BEGIN

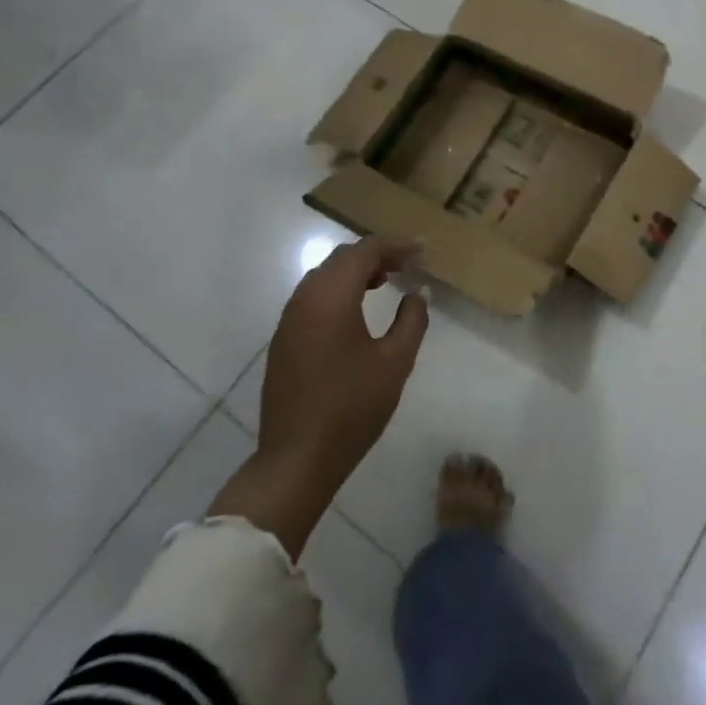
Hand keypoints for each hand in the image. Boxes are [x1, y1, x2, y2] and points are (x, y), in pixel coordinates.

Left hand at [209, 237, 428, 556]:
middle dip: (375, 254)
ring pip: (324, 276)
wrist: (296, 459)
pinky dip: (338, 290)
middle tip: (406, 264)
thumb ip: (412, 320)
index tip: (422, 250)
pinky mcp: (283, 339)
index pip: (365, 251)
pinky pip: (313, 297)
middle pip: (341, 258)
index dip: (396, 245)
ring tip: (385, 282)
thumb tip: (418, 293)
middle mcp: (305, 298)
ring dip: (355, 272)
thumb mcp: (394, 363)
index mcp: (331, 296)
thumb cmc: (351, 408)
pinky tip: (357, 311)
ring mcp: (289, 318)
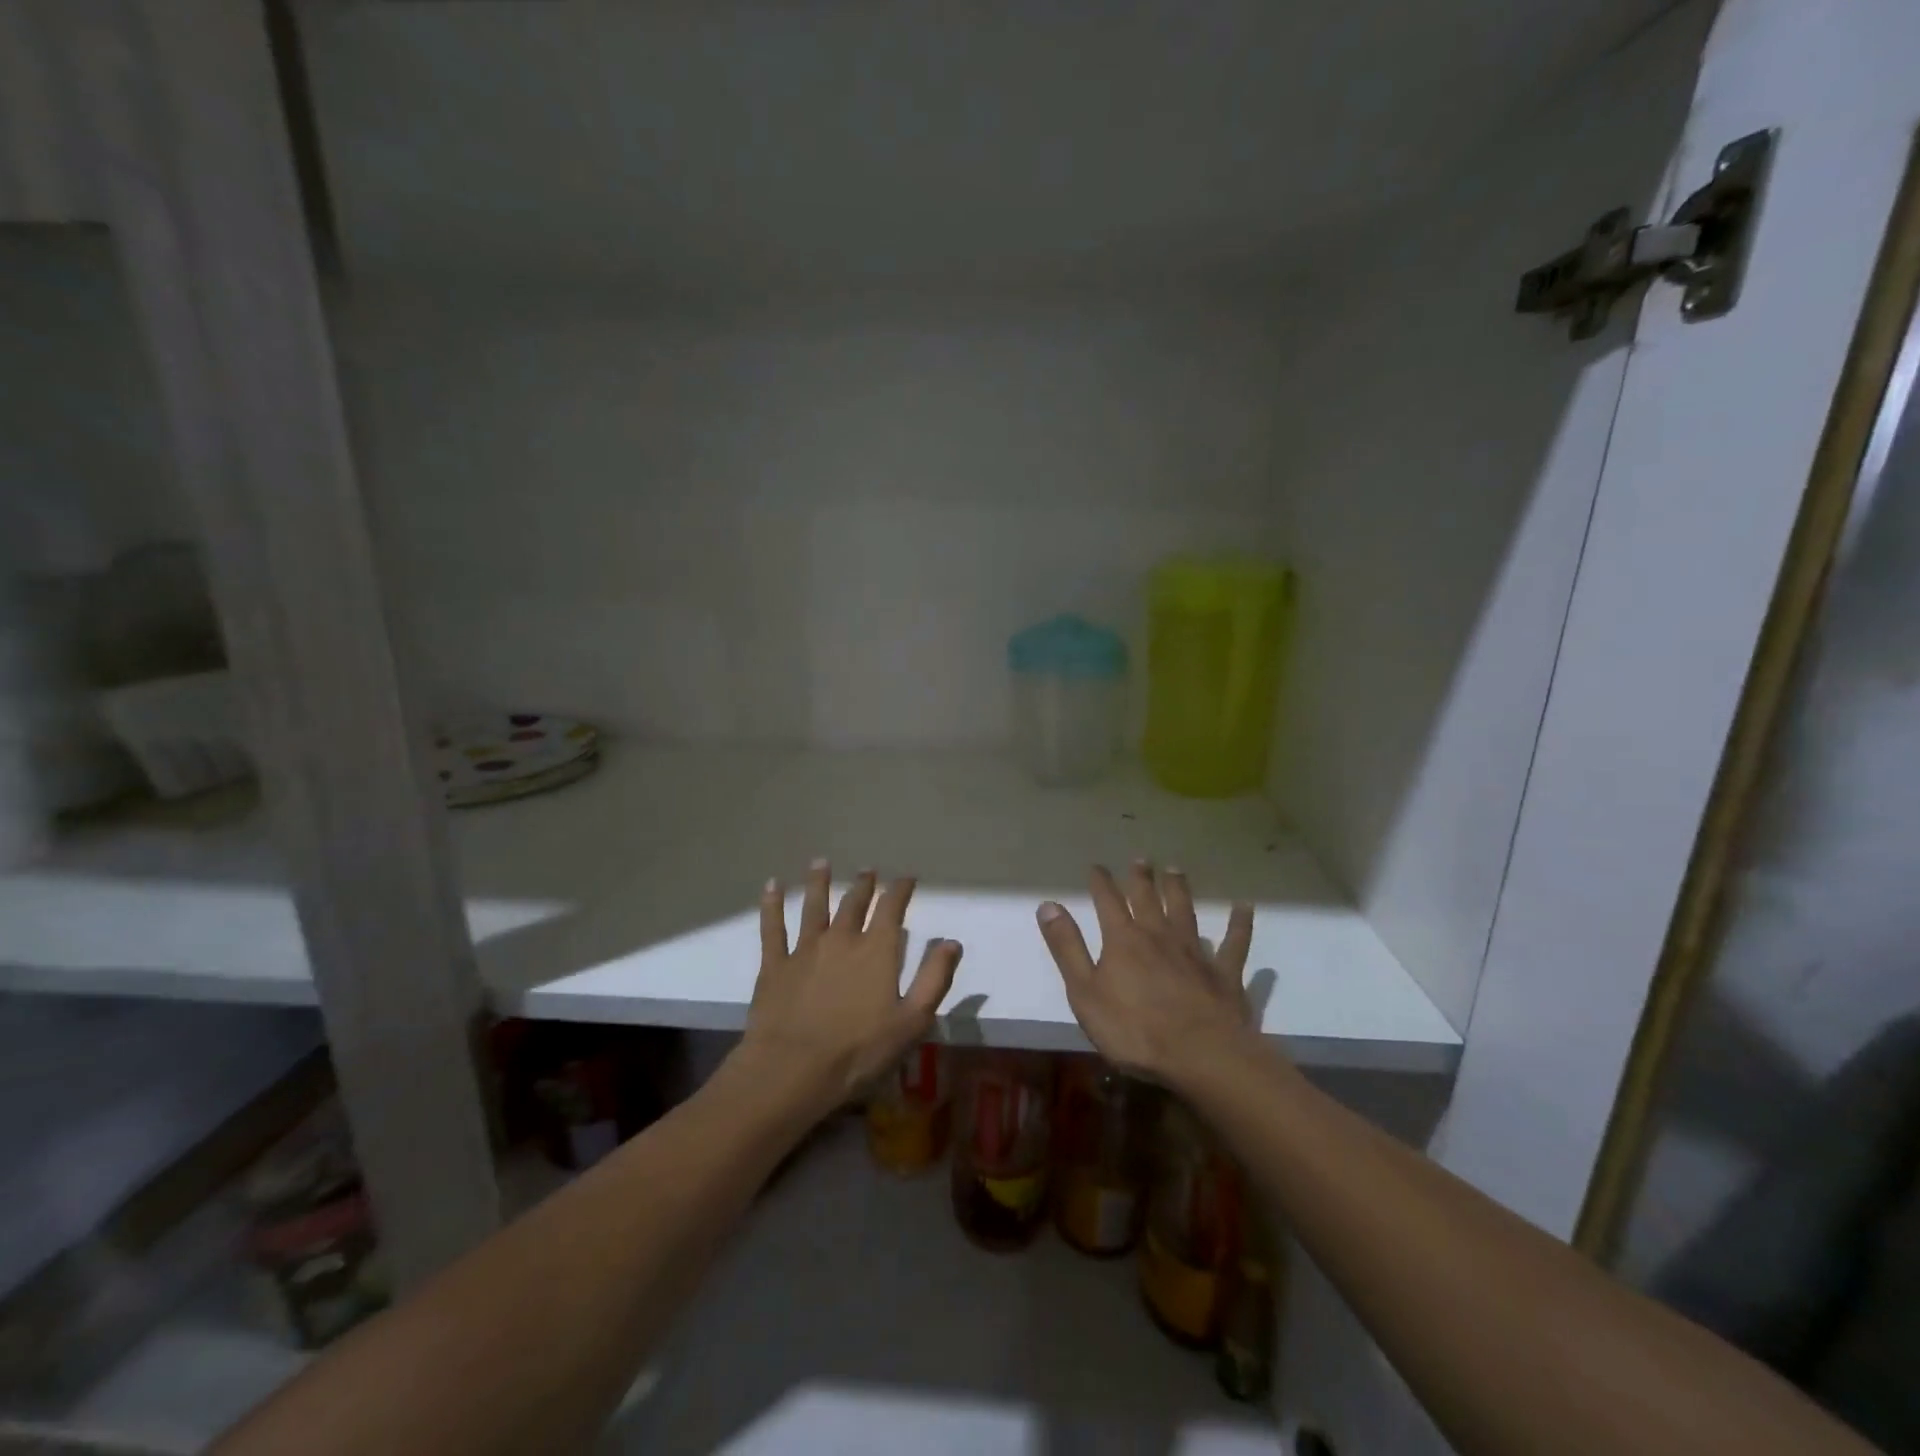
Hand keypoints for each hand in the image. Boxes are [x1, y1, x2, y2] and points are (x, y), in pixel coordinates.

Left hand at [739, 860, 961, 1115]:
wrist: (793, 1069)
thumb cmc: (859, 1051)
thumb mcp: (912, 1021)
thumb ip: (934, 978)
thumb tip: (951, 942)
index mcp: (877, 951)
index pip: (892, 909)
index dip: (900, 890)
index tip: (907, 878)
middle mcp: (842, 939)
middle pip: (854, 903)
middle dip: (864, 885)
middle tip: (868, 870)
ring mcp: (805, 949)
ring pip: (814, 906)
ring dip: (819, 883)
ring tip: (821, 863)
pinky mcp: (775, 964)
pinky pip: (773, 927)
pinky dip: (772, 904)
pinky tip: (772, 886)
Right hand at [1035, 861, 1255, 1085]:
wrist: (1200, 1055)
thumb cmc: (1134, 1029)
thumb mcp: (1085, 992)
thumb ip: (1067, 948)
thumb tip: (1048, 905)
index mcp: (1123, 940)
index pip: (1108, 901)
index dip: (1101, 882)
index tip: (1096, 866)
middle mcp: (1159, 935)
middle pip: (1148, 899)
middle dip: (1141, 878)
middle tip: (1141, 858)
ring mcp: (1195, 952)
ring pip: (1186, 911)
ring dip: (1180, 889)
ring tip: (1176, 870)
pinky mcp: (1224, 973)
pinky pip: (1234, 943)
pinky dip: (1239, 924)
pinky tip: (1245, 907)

END
BEGIN

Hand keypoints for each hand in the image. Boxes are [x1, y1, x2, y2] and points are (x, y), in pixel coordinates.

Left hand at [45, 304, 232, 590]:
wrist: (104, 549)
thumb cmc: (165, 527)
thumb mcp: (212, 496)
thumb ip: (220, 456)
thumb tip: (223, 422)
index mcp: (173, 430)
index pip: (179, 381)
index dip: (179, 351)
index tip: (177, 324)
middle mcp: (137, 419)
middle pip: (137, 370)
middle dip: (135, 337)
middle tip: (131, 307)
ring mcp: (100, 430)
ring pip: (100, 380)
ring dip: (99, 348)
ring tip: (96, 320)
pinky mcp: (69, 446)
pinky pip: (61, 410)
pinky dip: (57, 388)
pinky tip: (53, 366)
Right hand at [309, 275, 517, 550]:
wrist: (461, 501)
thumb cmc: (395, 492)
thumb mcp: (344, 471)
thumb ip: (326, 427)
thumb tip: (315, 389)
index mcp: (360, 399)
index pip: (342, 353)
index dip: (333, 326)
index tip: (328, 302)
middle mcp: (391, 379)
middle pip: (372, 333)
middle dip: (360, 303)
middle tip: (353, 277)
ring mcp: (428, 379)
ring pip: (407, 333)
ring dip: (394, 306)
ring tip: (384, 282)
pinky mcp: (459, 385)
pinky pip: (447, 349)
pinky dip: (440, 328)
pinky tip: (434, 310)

END
BEGIN

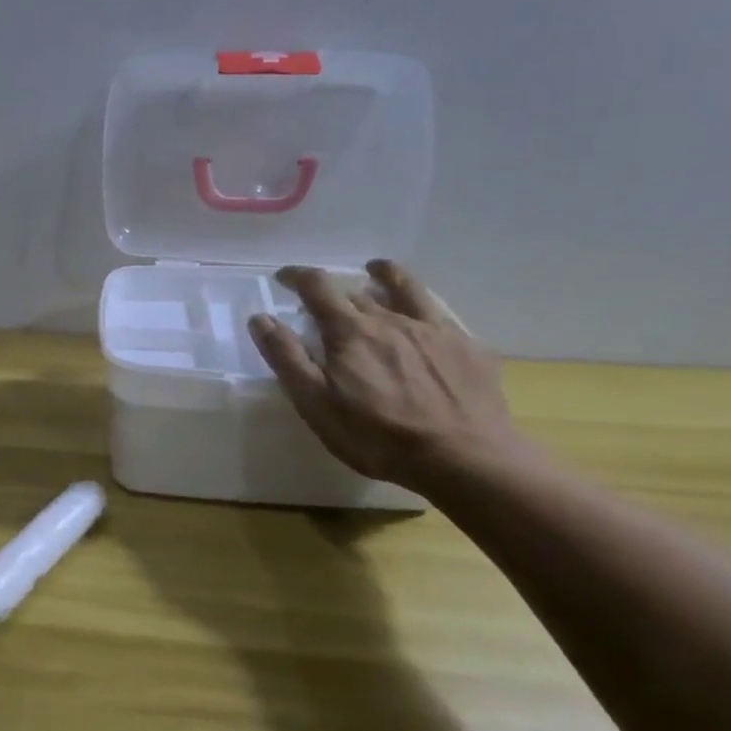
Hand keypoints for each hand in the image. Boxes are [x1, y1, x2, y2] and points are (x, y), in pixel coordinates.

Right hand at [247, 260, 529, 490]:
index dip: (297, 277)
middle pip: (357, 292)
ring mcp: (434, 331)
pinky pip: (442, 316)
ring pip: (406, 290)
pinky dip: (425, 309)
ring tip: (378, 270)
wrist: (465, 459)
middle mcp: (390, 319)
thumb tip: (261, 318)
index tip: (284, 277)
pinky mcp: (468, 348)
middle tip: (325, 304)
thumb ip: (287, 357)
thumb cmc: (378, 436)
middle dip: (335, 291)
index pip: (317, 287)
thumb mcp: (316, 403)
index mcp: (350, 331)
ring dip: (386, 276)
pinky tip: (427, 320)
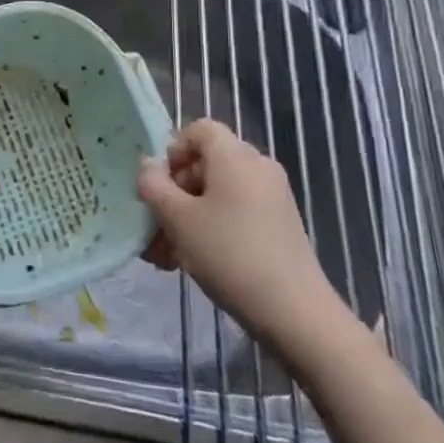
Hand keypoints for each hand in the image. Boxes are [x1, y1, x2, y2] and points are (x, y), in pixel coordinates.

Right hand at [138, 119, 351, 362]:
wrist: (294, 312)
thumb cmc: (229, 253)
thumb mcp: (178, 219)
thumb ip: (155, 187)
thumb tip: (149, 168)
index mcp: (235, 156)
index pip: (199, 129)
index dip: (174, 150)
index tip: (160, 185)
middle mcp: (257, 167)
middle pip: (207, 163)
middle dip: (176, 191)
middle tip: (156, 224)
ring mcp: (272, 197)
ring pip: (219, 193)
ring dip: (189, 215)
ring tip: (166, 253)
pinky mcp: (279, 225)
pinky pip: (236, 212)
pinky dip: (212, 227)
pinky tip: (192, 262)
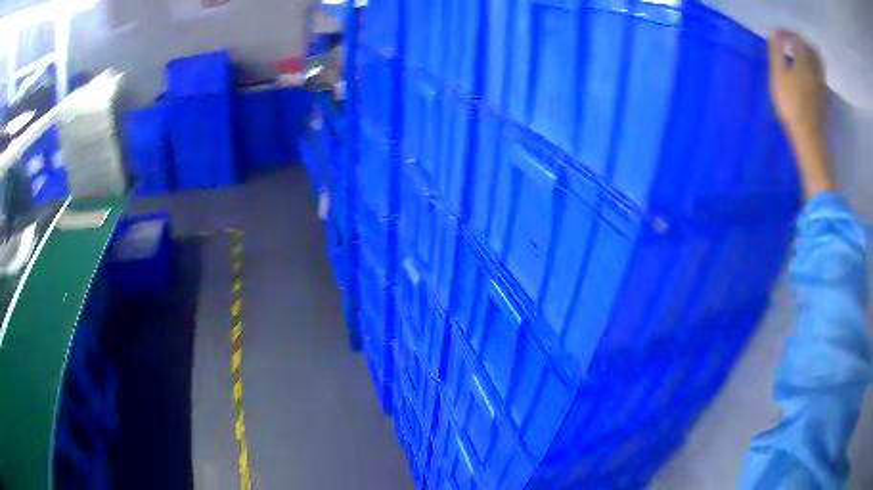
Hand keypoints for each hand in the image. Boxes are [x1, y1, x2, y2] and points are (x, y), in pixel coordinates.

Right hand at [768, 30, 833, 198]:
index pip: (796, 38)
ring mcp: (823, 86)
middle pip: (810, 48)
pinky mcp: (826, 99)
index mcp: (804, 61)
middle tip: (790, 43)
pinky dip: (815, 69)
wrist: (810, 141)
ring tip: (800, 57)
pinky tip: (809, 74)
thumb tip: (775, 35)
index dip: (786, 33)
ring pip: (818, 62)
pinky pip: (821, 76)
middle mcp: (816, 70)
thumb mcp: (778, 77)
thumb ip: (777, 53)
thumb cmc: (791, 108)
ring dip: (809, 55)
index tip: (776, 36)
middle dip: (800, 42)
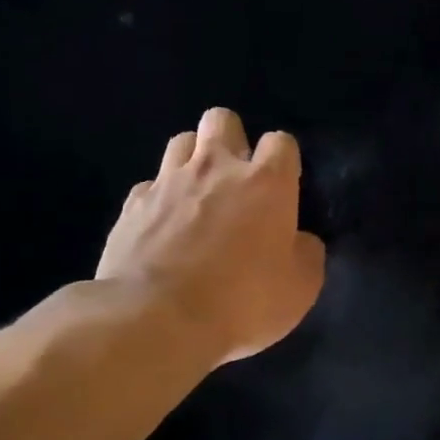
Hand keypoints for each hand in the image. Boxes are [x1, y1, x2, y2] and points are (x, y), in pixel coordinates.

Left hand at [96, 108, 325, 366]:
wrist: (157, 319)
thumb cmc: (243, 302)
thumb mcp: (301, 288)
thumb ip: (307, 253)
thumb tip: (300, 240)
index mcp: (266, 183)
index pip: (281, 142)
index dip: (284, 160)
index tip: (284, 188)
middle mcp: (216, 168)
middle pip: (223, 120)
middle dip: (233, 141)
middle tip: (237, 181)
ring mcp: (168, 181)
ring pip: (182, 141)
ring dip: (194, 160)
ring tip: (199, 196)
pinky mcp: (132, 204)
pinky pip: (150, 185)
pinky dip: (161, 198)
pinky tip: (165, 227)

END

▶ [What you should do]
Check every line of the data above for the string "wrist", and copy those that have it.

▶ [Answer below]
wrist: (296, 459)
wrist: (793, 1069)
wrist: (1200, 1055)
wrist: (104, 549)
wrist: (461, 501)
wrist: (465, 459)
wrist: (294, 312)
wrist: (810, 141)
wrist: (157, 319)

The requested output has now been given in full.